Description of the task »
Print each record that follows exactly, leaving the pictures behind.

[Records for processing Boundary: Start]

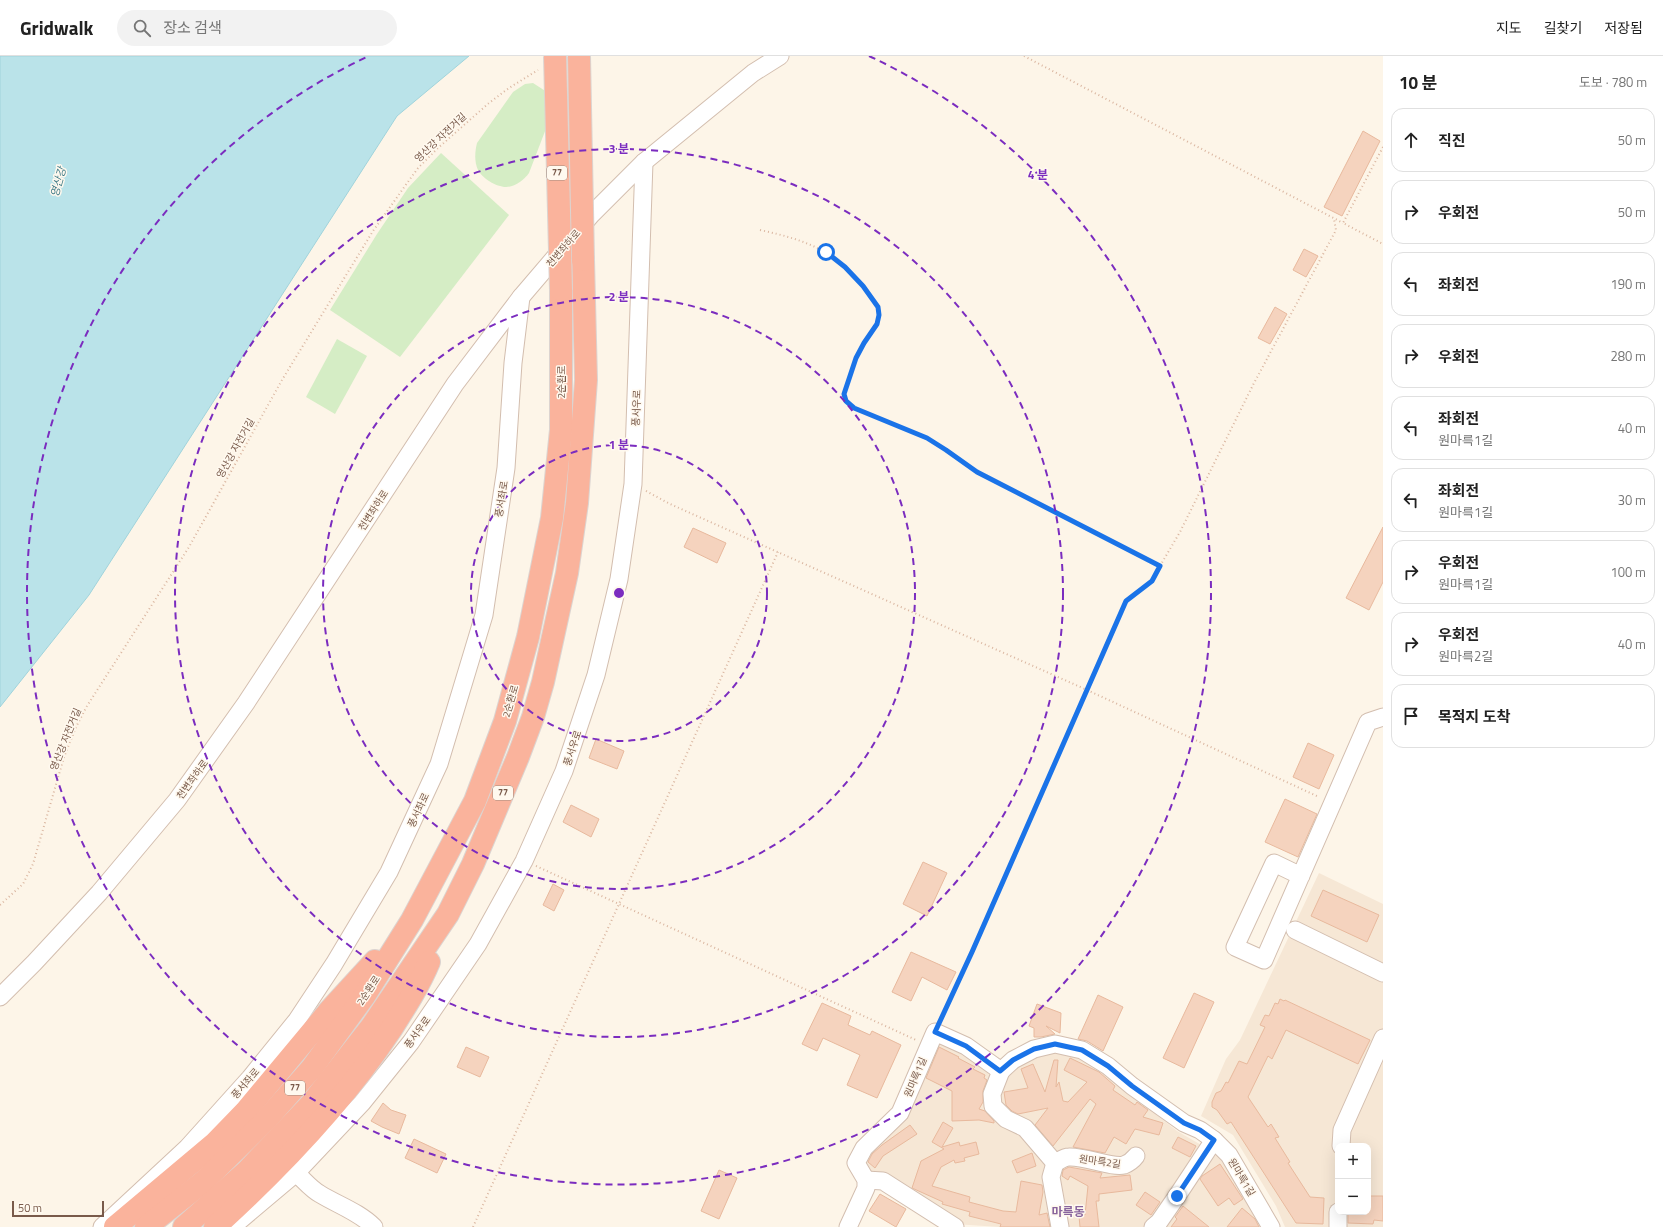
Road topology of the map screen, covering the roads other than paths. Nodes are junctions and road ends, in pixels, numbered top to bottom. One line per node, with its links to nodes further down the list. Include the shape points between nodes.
1 (579, 56): 8 (highway, 77, bridge, via 586,380 578,503 543,682 532,717 473,864)
2 (780, 56): 4 (street, 천변좌하로, via 753,73)
3 (549, 61): 9 (highway, 2순환로 / 77, bridge, via 561,290 561,430 552,518 528,637 505,721 475,801)
4 (644, 162): 5 (street, 천변좌하로, via 591,215); 19 (street, 풍서우로, via 633,484 619,579 596,675 564,771 524,861 478,944 411,1042 362,1103)
5 (521, 297): 12 (street, 천변좌하로, via 455,384 246,703 177,800 99,893); 22 (street, 풍서좌로, via 512,363 506,468 484,615 439,764 388,872 334,964 297,1020 250,1078 187,1148)
6 (1383, 716): 7 (street, via 1368,722)
7 (1301, 876): 7 (street, via 1264,960 1235,947 1274,863)
8 (448, 914): 25 (highway, 77, via 372,1026 311,1104 246,1172); 26 (highway, via 415,990 372,1058 329,1111 260,1186)
9 (412, 920): 23 (highway, via 330,1010 246,1112 216,1143); 24 (highway, 2순환로 / 77, via 365,996 307,1074 267,1119 203,1182)
10 (1294, 930): 11 (street)
11 (1383, 973)
12 (0, 997)
13 (1383, 1038): 16 (street, via 1342,1130)
14 (1000, 1071): 15 (street, 원마륵1길, via 1013,1060 1034,1049 1055,1044 1082,1050 1108,1066 1184,1123); 18 (street, via 992,1094 993,1106 1006,1119 1025,1128); 20 (street, 원마륵1길, via 966,1046 932,1039 900,1113 864,1148 856,1163)
15 (1214, 1140): 32 (street, via 1159,1222); 33 (street, 원마륵1길, via 1229,1155)
16 (1341, 1143)
17 (1136, 1156): 18 (street, 원마륵2길, via 1123,1166 1086,1158 1067,1157)
18 (1055, 1163): 31 (street, via 1051,1177)
19 (296, 1173): 27 (street, 풍서우로); 28 (street, via 318,1193 349,1209)
20 (866, 1180): 29 (street, via 866,1188); 30 (street, via 883,1181)
21 (1338, 1215): 34 (street)
22 (102, 1227)
23 (116, 1227)
24 (146, 1227)
25 (184, 1227)
26 (215, 1227)
27 (232, 1227)
28 (374, 1227)
29 (848, 1227)
30 (955, 1227)
31 (1060, 1227)
32 (1153, 1227)
33 (1271, 1227)
34 (1338, 1227)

[Records for processing Boundary: End]

Answer »
Road topology of the map screen, covering the roads other than paths. Nodes are junctions and road ends, in pixels, numbered top to bottom. One line per node, with its links to nodes further down the list. Include the shape points between nodes.
1 (579, 56): 8 (highway, 77, bridge, via 586,380 578,503 543,682 532,717 473,864)
2 (780, 56): 4 (street, 천변좌하로, via 753,73)
3 (549, 61): 9 (highway, 2순환로 / 77, bridge, via 561,290 561,430 552,518 528,637 505,721 475,801)
4 (644, 162): 5 (street, 천변좌하로, via 591,215); 19 (street, 풍서우로, via 633,484 619,579 596,675 564,771 524,861 478,944 411,1042 362,1103)
5 (521, 297): 12 (street, 천변좌하로, via 455,384 246,703 177,800 99,893); 22 (street, 풍서좌로, via 512,363 506,468 484,615 439,764 388,872 334,964 297,1020 250,1078 187,1148)
6 (1383, 716): 7 (street, via 1368,722)
7 (1301, 876): 7 (street, via 1264,960 1235,947 1274,863)
8 (448, 914): 25 (highway, 77, via 372,1026 311,1104 246,1172); 26 (highway, via 415,990 372,1058 329,1111 260,1186)
9 (412, 920): 23 (highway, via 330,1010 246,1112 216,1143); 24 (highway, 2순환로 / 77, via 365,996 307,1074 267,1119 203,1182)
10 (1294, 930): 11 (street)
11 (1383, 973)
12 (0, 997)
13 (1383, 1038): 16 (street, via 1342,1130)
14 (1000, 1071): 15 (street, 원마륵1길, via 1013,1060 1034,1049 1055,1044 1082,1050 1108,1066 1184,1123); 18 (street, via 992,1094 993,1106 1006,1119 1025,1128); 20 (street, 원마륵1길, via 966,1046 932,1039 900,1113 864,1148 856,1163)
15 (1214, 1140): 32 (street, via 1159,1222); 33 (street, 원마륵1길, via 1229,1155)
16 (1341, 1143)
17 (1136, 1156): 18 (street, 원마륵2길, via 1123,1166 1086,1158 1067,1157)
18 (1055, 1163): 31 (street, via 1051,1177)
19 (296, 1173): 27 (street, 풍서우로); 28 (street, via 318,1193 349,1209)
20 (866, 1180): 29 (street, via 866,1188); 30 (street, via 883,1181)
21 (1338, 1215): 34 (street)
22 (102, 1227)
23 (116, 1227)
24 (146, 1227)
25 (184, 1227)
26 (215, 1227)
27 (232, 1227)
28 (374, 1227)
29 (848, 1227)
30 (955, 1227)
31 (1060, 1227)
32 (1153, 1227)
33 (1271, 1227)
34 (1338, 1227)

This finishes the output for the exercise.